Crawford was sent to negotiate for lands on which loyal British soldiers and Indigenous allies could settle following the revolutionary war to the south. By most accounts, this involved discussions around land between what would become Brockville and Prince Edward County. The main Indigenous delegation present—representing the Mississaugas—agreed to share these lands with Loyalist settlers.

At the same time Mynass, a chief from Lake of Two Mountains, present at the same discussions, stepped forward to offer to share the territory that he claimed, for loyalist settlement. By most accounts, he said this included the land between the Gananoque and Toniato (renamed Jones Creek), and north from the St. Lawrence to the Ottawa River. And while he is always referred to as a chief, it is unclear on whose behalf Mynass believed he was speaking, whether he had the authority to make such an offer (Surtees, p.59), and what the offer involved.
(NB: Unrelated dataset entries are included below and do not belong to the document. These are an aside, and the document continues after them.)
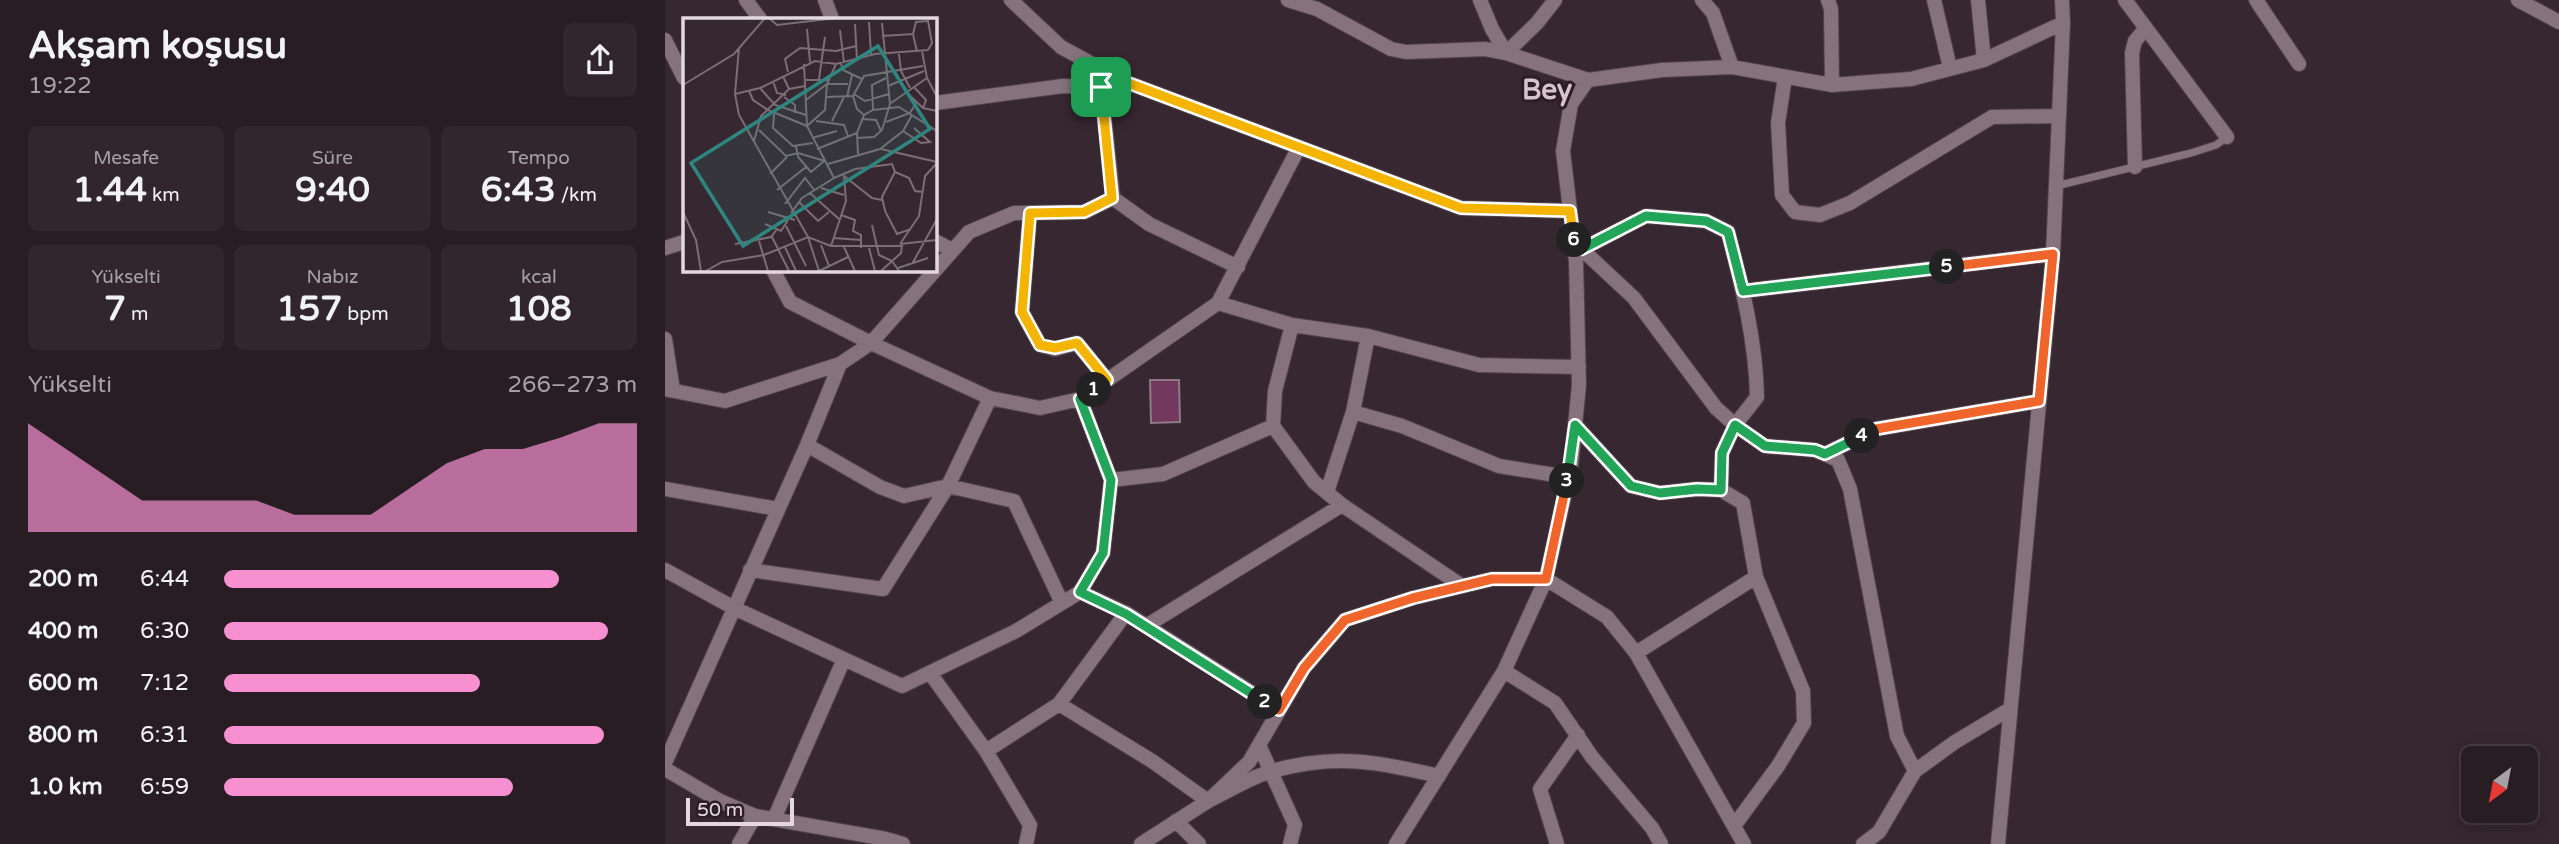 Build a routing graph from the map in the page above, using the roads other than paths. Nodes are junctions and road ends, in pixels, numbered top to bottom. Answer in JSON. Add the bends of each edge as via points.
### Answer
{"nodes":[{"id":1,"x":746,"y":0,"type":"edge"},
{"id":2,"x":825,"y":0,"type":"edge"},
{"id":3,"x":1011,"y":0,"type":"edge"},
{"id":4,"x":1287,"y":0,"type":"edge"},
{"id":5,"x":1480,"y":0,"type":"edge"},
{"id":6,"x":1555,"y":0,"type":"edge"},
{"id":7,"x":1702,"y":0,"type":"edge"},
{"id":8,"x":1828,"y":0,"type":"edge"},
{"id":9,"x":1934,"y":0,"type":"edge"},
{"id":10,"x":1978,"y":0,"type":"edge"},
{"id":11,"x":2062,"y":0,"type":"edge"},
{"id":12,"x":2125,"y":0,"type":"edge"},
{"id":13,"x":2256,"y":0,"type":"edge"},
{"id":14,"x":2518,"y":0,"type":"edge"},
{"id":15,"x":759,"y":18,"type":"edge"},
{"id":16,"x":832,"y":18,"type":"edge"},
{"id":17,"x":2559,"y":22,"type":"edge"},
{"id":18,"x":2063,"y":23,"type":"junction"},
{"id":19,"x":2146,"y":28,"type":"junction"},
{"id":20,"x":665,"y":40,"type":"edge"},
{"id":21,"x":1506,"y":52,"type":"junction"},
{"id":22,"x":1984,"y":60,"type":"junction"},
{"id":23,"x":2299,"y":64,"type":"dead end"},
{"id":24,"x":1732,"y":67,"type":"junction"},
{"id":25,"x":1950,"y":68,"type":"junction"},
{"id":26,"x":683,"y":76,"type":"edge"},
{"id":27,"x":1785,"y":77,"type":"junction"},
{"id":28,"x":1588,"y":80,"type":"junction"},
{"id":29,"x":1123,"y":81,"type":"junction"},
{"id":30,"x":1832,"y":85,"type":"junction"},
{"id":31,"x":1101,"y":87,"type":"junction"},
{"id":32,"x":936,"y":103,"type":"edge"},
{"id":33,"x":2059,"y":117,"type":"junction"},
{"id":34,"x":2227,"y":137,"type":"joint"},
{"id":35,"x":1299,"y":147,"type":"junction"},
{"id":36,"x":2135,"y":167,"type":"junction"},
{"id":37,"x":2056,"y":186,"type":"junction"},
{"id":38,"x":1112,"y":198,"type":"junction"},
{"id":39,"x":1570,"y":211,"type":"junction"},
{"id":40,"x":1030,"y":213,"type":"junction"},
{"id":41,"x":683,"y":242,"type":"edge"},
{"id":42,"x":936,"y":242,"type":"edge"},
{"id":43,"x":1578,"y":246,"type":"junction"},
{"id":44,"x":665,"y":248,"type":"edge"},
{"id":45,"x":952,"y":250,"type":"junction"},
{"id":46,"x":2053,"y":254,"type":"junction"},
{"id":47,"x":1238,"y":267,"type":"junction"},
{"id":48,"x":936,"y":268,"type":"edge"},
{"id":49,"x":773,"y":271,"type":"edge"},
{"id":50,"x":934,"y":271,"type":"edge"},
{"id":51,"x":1743,"y":291,"type":"junction"},
{"id":52,"x":1218,"y":303,"type":"junction"},
{"id":53,"x":1292,"y":325,"type":"junction"},
{"id":54,"x":1367,"y":336,"type":"junction"},
{"id":55,"x":665,"y":339,"type":"edge"},
{"id":56,"x":871,"y":343,"type":"junction"},
{"id":57,"x":840,"y":364,"type":"junction"},
{"id":58,"x":1579,"y":367,"type":"junction"},
{"id":59,"x":1107,"y":380,"type":"junction"},
{"id":60,"x":669,"y":390,"type":"edge"},
{"id":61,"x":990,"y":398,"type":"junction"},
{"id":62,"x":1080,"y":399,"type":"junction"},
{"id":63,"x":2039,"y":401,"type":"junction"},
{"id":64,"x":1353,"y":412,"type":"junction"},
{"id":65,"x":1575,"y":425,"type":"junction"},
{"id":66,"x":1735,"y":425,"type":"junction"},
{"id":67,"x":1273,"y":426,"type":"junction"},
{"id":68,"x":807,"y":445,"type":"junction"},
{"id":69,"x":1825,"y":454,"type":"junction"},
{"id":70,"x":1568,"y":477,"type":"junction"},
{"id":71,"x":1111,"y":480,"type":"junction"},
{"id":72,"x":948,"y":486,"type":"junction"},
{"id":73,"x":665,"y":489,"type":"edge"},
{"id":74,"x":1721,"y":490,"type":"junction"},
{"id":75,"x":1327,"y":492,"type":"junction"},
{"id":76,"x":1342,"y":505,"type":"junction"},
{"id":77,"x":778,"y":509,"type":"junction"},
{"id":78,"x":665,"y":570,"type":"edge"},
{"id":79,"x":750,"y":570,"type":"junction"},
{"id":80,"x":1756,"y":577,"type":"junction"},
{"id":81,"x":1546,"y":579,"type":"junction"},
{"id":82,"x":1462,"y":586,"type":"junction"},
{"id":83,"x":1080,"y":592,"type":"junction"},
{"id":84,"x":1062,"y":603,"type":"junction"},
{"id":85,"x":734,"y":608,"type":"junction"},
{"id":86,"x":1126,"y":614,"type":"junction"},
{"id":87,"x":1146,"y":626,"type":"junction"},
{"id":88,"x":1636,"y":653,"type":"junction"},
{"id":89,"x":844,"y":659,"type":"junction"},
{"id":90,"x":1504,"y":671,"type":"junction"},
{"id":91,"x":930,"y":673,"type":"junction"},
{"id":92,"x":1059,"y":704,"type":"junction"},
{"id":93,"x":2010,"y":709,"type":"junction"},
{"id":94,"x":1279,"y":710,"type":"junction"},
{"id":95,"x":1577,"y":735,"type":"junction"},
{"id":96,"x":1259,"y":745,"type":"junction"},
{"id":97,"x":986,"y":751,"type":"junction"},
{"id":98,"x":665,"y":764,"type":"edge"},
{"id":99,"x":665,"y":769,"type":"edge"},
{"id":100,"x":1270,"y":771,"type":"junction"},
{"id":101,"x":1915,"y":771,"type":"junction"},
{"id":102,"x":1439,"y":776,"type":"junction"},
{"id":103,"x":1208,"y":801,"type":"junction"},
{"id":104,"x":755,"y":816,"type":"junction"},
{"id":105,"x":774,"y":819,"type":"junction"},
{"id":106,"x":1176,"y":821,"type":"junction"},
{"id":107,"x":1734,"y":826,"type":"junction"},
{"id":108,"x":885,"y":841,"type":"edge"},
{"id":109,"x":739,"y":844,"type":"edge"},
{"id":110,"x":903,"y":844,"type":"edge"},
{"id":111,"x":1026,"y":844,"type":"edge"},
{"id":112,"x":1141,"y":844,"type":"edge"},
{"id":113,"x":1199,"y":844,"type":"edge"},
{"id":114,"x":1290,"y":844,"type":"edge"},
{"id":115,"x":1397,"y":844,"type":"edge"},
{"id":116,"x":1557,"y":844,"type":"edge"},
{"id":117,"x":1661,"y":844,"type":"edge"},
{"id":118,"x":1744,"y":844,"type":"edge"},
{"id":119,"x":1863,"y":844,"type":"edge"},
{"id":120,"x":1998,"y":844,"type":"edge"}],
"edges":[{"from":1,"to":15,"type":"street"},
{"from":2,"to":16,"type":"street"},
{"from":3,"to":29,"type":"street","via":[[1061,47]]},
{"from":4,"to":21,"type":"street","via":[[1317,9],[1391,49]]},
{"from":5,"to":21,"type":"street"},
{"from":6,"to":21,"type":"street"},
{"from":7,"to":24,"type":"street","via":[[1713,13]]},
{"from":8,"to":30,"type":"street"},
{"from":9,"to":25,"type":"street"},
{"from":10,"to":22,"type":"street"},
{"from":11,"to":18,"type":"street"},
{"from":12,"to":19,"type":"street"},
{"from":13,"to":23,"type":"street"},
{"from":14,"to":17,"type":"street"},
{"from":18,"to":22,"type":"street"},
{"from":18,"to":33,"type":"street"},
{"from":19,"to":34,"type":"street"},
{"from":19,"to":36,"type":"street","via":[[2133,53]]},
{"from":20,"to":26,"type":"street"},
{"from":21,"to":28,"type":"street"},
{"from":22,"to":25,"type":"street"},
{"from":24,"to":27,"type":"street"},
{"from":24,"to":28,"type":"street"},
{"from":25,"to":30,"type":"street","via":[[1911,79]]},
{"from":27,"to":30,"type":"street"},
{"from":27,"to":33,"type":"street","via":[[1778,123],[1782,195],[1795,212],[1820,215],[1850,203],[1992,117]]},
{"from":28,"to":39,"type":"street","via":[[1571,104],[1563,151]]},
{"from":29,"to":31,"type":"street"},
{"from":29,"to":35,"type":"street"},
{"from":31,"to":32,"type":"street","via":[[1063,86]]},
{"from":31,"to":38,"type":"street"},
{"from":33,"to":37,"type":"street"},
{"from":34,"to":36,"type":"lane","via":[[2216,145]]},
{"from":35,"to":39,"type":"street","via":[[1461,208]]},
{"from":35,"to":47,"type":"street"},
{"from":36,"to":37,"type":"lane"},
{"from":37,"to":46,"type":"street"},
{"from":38,"to":40,"type":"street","via":[[1084,212]]},
{"from":38,"to":47,"type":"street","via":[[1149,224]]},
{"from":39,"to":43,"type":"street"},
{"from":40,"to":45,"type":"street","via":[[1014,213],[969,232]]},
{"from":40,"to":59,"type":"street","via":[[1022,312],[1040,345],[1055,348],[1077,343]]},
{"from":41,"to":44,"type":"street"},
{"from":42,"to":45,"type":"street"},
{"from":43,"to":51,"type":"street","via":[[1646,216],[1706,221],[1728,232]]},
{"from":43,"to":58,"type":"street"},
{"from":43,"to":66,"type":"street","via":[[1634,298],[1716,408]]},
{"from":45,"to":48,"type":"street"},
{"from":46,"to":51,"type":"street"},
{"from":46,"to":63,"type":"street"},
{"from":47,"to":52,"type":"street"},
{"from":49,"to":56,"type":"street","via":[[790,302]]},
{"from":50,"to":56,"type":"street"},
{"from":51,"to":66,"type":"street","via":[[1757,397]]},
{"from":52,"to":53,"type":"street"},
{"from":52,"to":59,"type":"street"},
{"from":53,"to":54,"type":"street"},
{"from":53,"to":67,"type":"street","via":[[1275,391]]},
{"from":54,"to":58,"type":"street","via":[[1479,365]]},
{"from":54,"to":64,"type":"street"},
{"from":55,"to":60,"type":"street"},
{"from":56,"to":57,"type":"street"},
{"from":56,"to":61,"type":"street"},
{"from":57,"to":60,"type":"street","via":[[725,401]]},
{"from":57,"to":68,"type":"street"},
{"from":58,"to":65,"type":"street"},
{"from":59,"to":62,"type":"street"},
{"from":61,"to":62,"type":"street","via":[[1039,408]]},
{"from":61,"to":72,"type":"street"},
{"from":62,"to":71,"type":"street"},
{"from":63,"to":69,"type":"street","via":[[1876,429]]},
{"from":63,"to":93,"type":"street"},
{"from":64,"to":70,"type":"street","via":[[1402,426],[1499,466]]},
{"from":64,"to":75,"type":"street"},
{"from":65,"to":70,"type":"street"},
{"from":65,"to":74,"type":"street","via":[[1631,486],[1660,493]]},
{"from":66,"to":69,"type":"street","via":[[1765,446]]},
{"from":66,"to":74,"type":"street","via":[[1722,453]]},
{"from":67,"to":71,"type":"street","via":[[1163,474]]},
{"from":67,"to":75,"type":"street","via":[[1314,482]]},
{"from":68,"to":72,"type":"street","via":[[904,496]]},
{"from":68,"to":77,"type":"street"},
{"from":69,"to":101,"type":"street","via":[[1838,460],[1850,489],[1897,736]]},
{"from":70,"to":81,"type":"street"},
{"from":71,"to":83,"type":"street","via":[[1103,553]]},
{"from":72,"to":79,"type":"street","via":[[883,589]]},
{"from":72,"to":84,"type":"street","via":[[1014,502]]},
{"from":73,"to":77,"type":"street"},
{"from":74,"to":80,"type":"street","via":[[1743,503]]},
{"from":75,"to":76,"type":"street"},
{"from":76,"to":82,"type":"street"},
{"from":76,"to":87,"type":"street"},
{"from":77,"to":79,"type":"street"},
{"from":78,"to":85,"type":"street"},
{"from":79,"to":85,"type":"street"},
{"from":80,"to":88,"type":"street"},
{"from":80,"to":107,"type":"street","via":[[1803,691],[1804,723]]},
{"from":81,"to":82,"type":"street","via":[[1492,579]]},
{"from":81,"to":88,"type":"street","via":[[1607,617]]},
{"from":81,"to":90,"type":"street"},
{"from":82,"to":94,"type":"street","via":[[1345,620],[1304,668]]},
{"from":83,"to":84,"type":"street"},
{"from":83,"to":86,"type":"street"},
{"from":84,"to":91,"type":"street"},
{"from":85,"to":89,"type":"street"},
{"from":85,"to":98,"type":"street"},
{"from":86,"to":87,"type":"street"},
{"from":86,"to":92,"type":"street"},
{"from":87,"to":94,"type":"street"},
{"from":88,"to":107,"type":"street"},
{"from":89,"to":91,"type":"street","via":[[902,686]]},
{"from":89,"to":105,"type":"street"},
{"from":90,"to":95,"type":"street","via":[[1555,703]]},
{"from":90,"to":102,"type":"street"},
{"from":91,"to":97,"type":"street"},
{"from":92,"to":97,"type":"street"},
{"from":92,"to":103,"type":"street"},
{"from":93,"to":101,"type":"street"},
{"from":93,"to":120,"type":"street"},
{"from":94,"to":96,"type":"street"},
{"from":95,"to":116,"type":"street","via":[[1541,789]]},
{"from":95,"to":117,"type":"street"},
{"from":96,"to":100,"type":"street"},
{"from":96,"to":103,"type":"street","via":[[1249,762]]},
{"from":97,"to":111,"type":"street","via":[[1030,825]]},
{"from":99,"to":104,"type":"street"},
{"from":100,"to":102,"type":"street","via":[[1321,760],[1375,762]]},
{"from":100,"to":103,"type":"street"},
{"from":100,"to":114,"type":"street","via":[[1295,825]]},
{"from":101,"to":119,"type":"street","via":[[1879,832]]},
{"from":102,"to":115,"type":"street"},
{"from":103,"to":106,"type":"street"},
{"from":104,"to":105,"type":"street"},
{"from":104,"to":109,"type":"street"},
{"from":105,"to":108,"type":"street"},
{"from":106,"to":112,"type":"street"},
{"from":106,"to":113,"type":"street"},
{"from":107,"to":118,"type":"street"},
{"from":108,"to":110,"type":"street"}]}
As with so many of the ‘land surrenders’ of this period, there is no treaty, no documents, and no recorded account of the negotiations or outcomes. Surtees offers an explanation:

“To suggest that there was no resistance would be erroneous: the Indians did show resentment at times to both surveyors and settlers and they also resisted selling on occasion. This Indian response to the newcomers combined with the extremely delicate Indian-white and Anglo-American relations to instil in British officials a high degree of apprehension regarding land cession agreements. The sales in the years 1783-1806, therefore, were surrounded by concern, fear, secrecy and often confusion on the part of British officials who had to make the arrangements. And what emerged, as a result, was a series of land surrender agreements which were often loosely or even sloppily concluded and occasionally badly recorded” (Surtees, pp.50-51).
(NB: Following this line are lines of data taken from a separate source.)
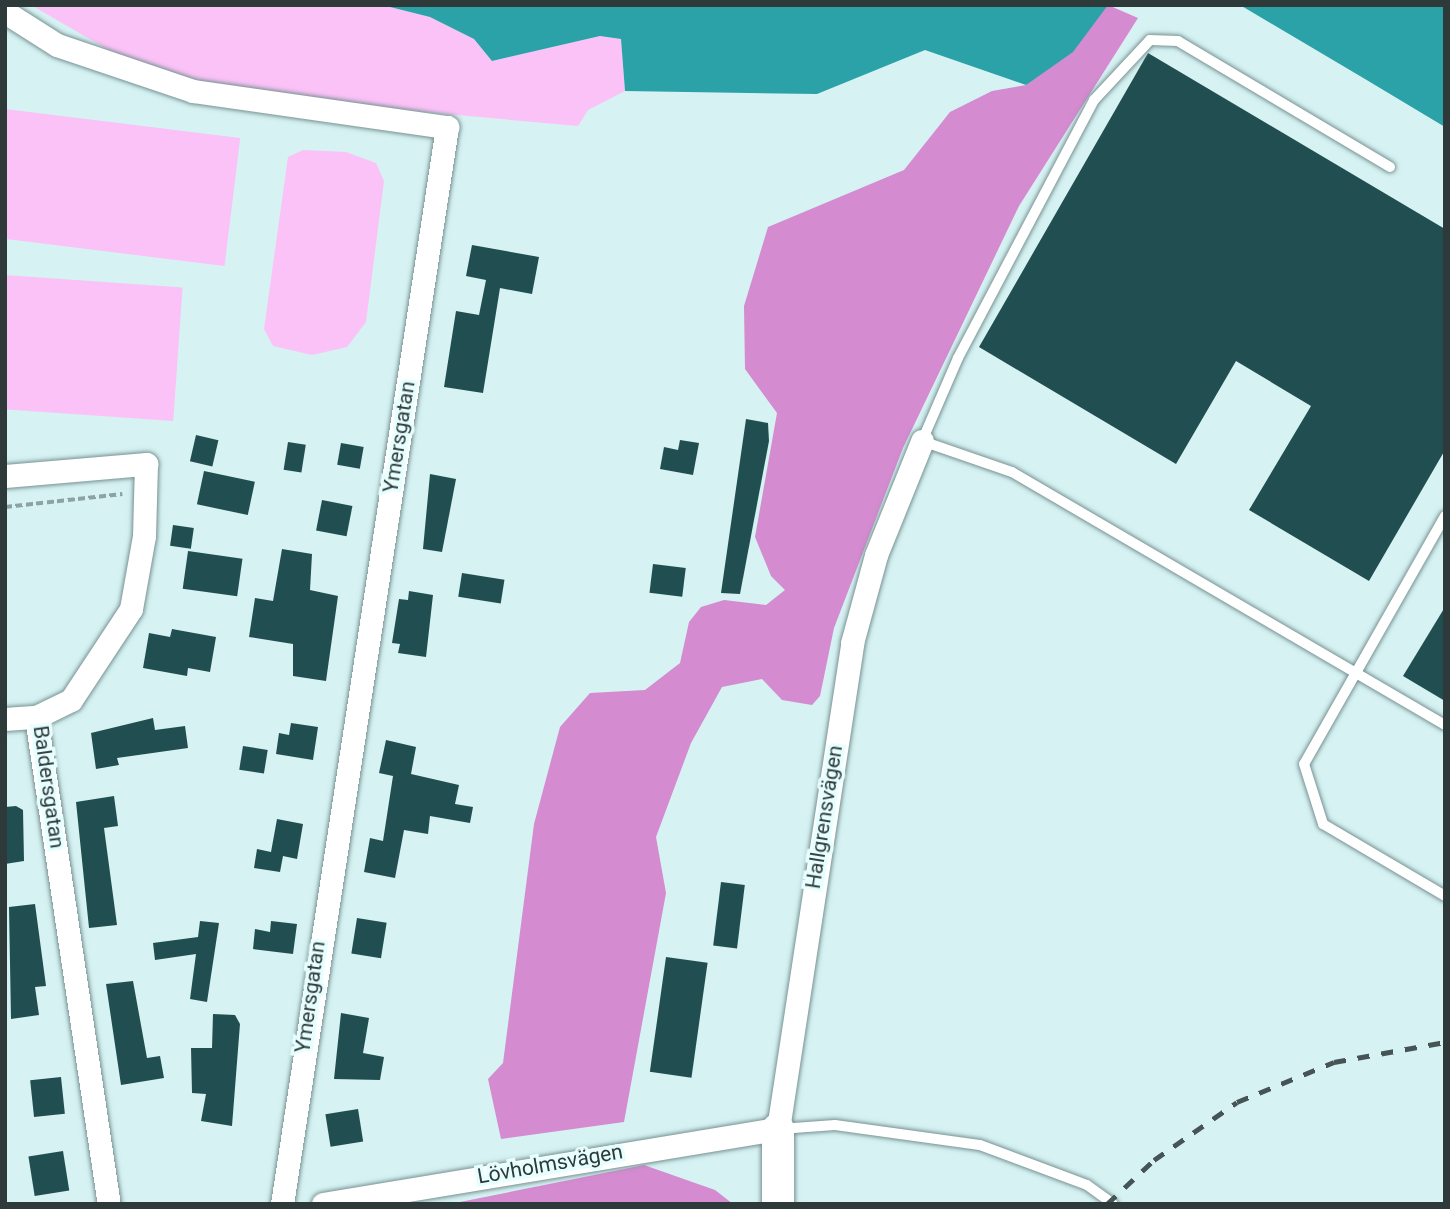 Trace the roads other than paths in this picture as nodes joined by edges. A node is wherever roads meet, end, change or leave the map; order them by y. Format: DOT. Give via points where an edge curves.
graph roads {
  1 [pos="5,12"];
  2 [pos="1390,167"];
  3 [pos="922,441"];
  4 [pos="5,476"];
  5 [pos="1445,516"];
  6 [pos="1356,675"];
  7 [pos="36,717"];
  8 [pos="5,719"];
  9 [pos="1445,725"];
  10 [pos="1445,895"];
  11 [pos="778,1129"];
  12 [pos="109,1204"];
  13 [pos="282,1204"];
  14 [pos="323,1204"];
  15 [pos="778,1204"];
  16 [pos="1113,1204"];
  1 -- 13 [label="street, Ymersgatan" via="57,45 193,90 447,127"];
  2 -- 3 [label="lane" via="1178,41 1150,40 1094,100 958,358"];
  3 -- 6 [label="lane" via="1012,472"];
  3 -- 11 [label="street, Hallgrensvägen" via="876,555 852,643"];
  4 -- 7 [label="street, Baldersgatan" via="146,464 131,609 71,700"];
  5 -- 6 [label="lane"];
  6 -- 9 [label="lane"];
  6 -- 10 [label="lane" via="1304,764 1311,800 1323,824"];
  7 -- 8 [label="street"];
  7 -- 12 [label="street, Baldersgatan"];
  11 -- 14 [label="street, Lövholmsvägen"];
  11 -- 15 [label="street, Hallgrensvägen"];
  11 -- 16 [label="lane" via="835,1125 980,1145 1087,1185"];
}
In 1784 Colonel Campbell, another military official, negotiated with Oswegatchies—Onondaga living on the north shore of the St. Lawrence near what is today Johnstown, with territory stretching between the Toniato and Long Sault. They “agreed to let the British have ‘the front of the Water’ to ‘give land to the troops'” (Surtees, p.77), and shifted their settlement to the south shore of the St. Lawrence (present day Ogdensburg), but made it clear to a surveyor—who began to survey more than one township north of the water—that he had gone too far (Surtees, p.77). However when the Americans, following the Revolutionary War, forced them to disperse from their south shore settlements to various other locations, “their dispersal permitted the British to disregard the Oswegatchie claims to any of the interior lands between the St. Lawrence River and the Ottawa River” (Surtees, p.78).

So you could say that Flat Earth Farm, where we have settled for this sedentary portion of our lives, sits on land that has in recent history transitioned—from informal common and collective use agreement, into private land title—not so much via ‘surrender’ or ‘purchase’, but rather more via a blend of assertion, disregard, pomp, and inexorable creep; a standard recipe for enclosure that has spanned time, space and civilizations.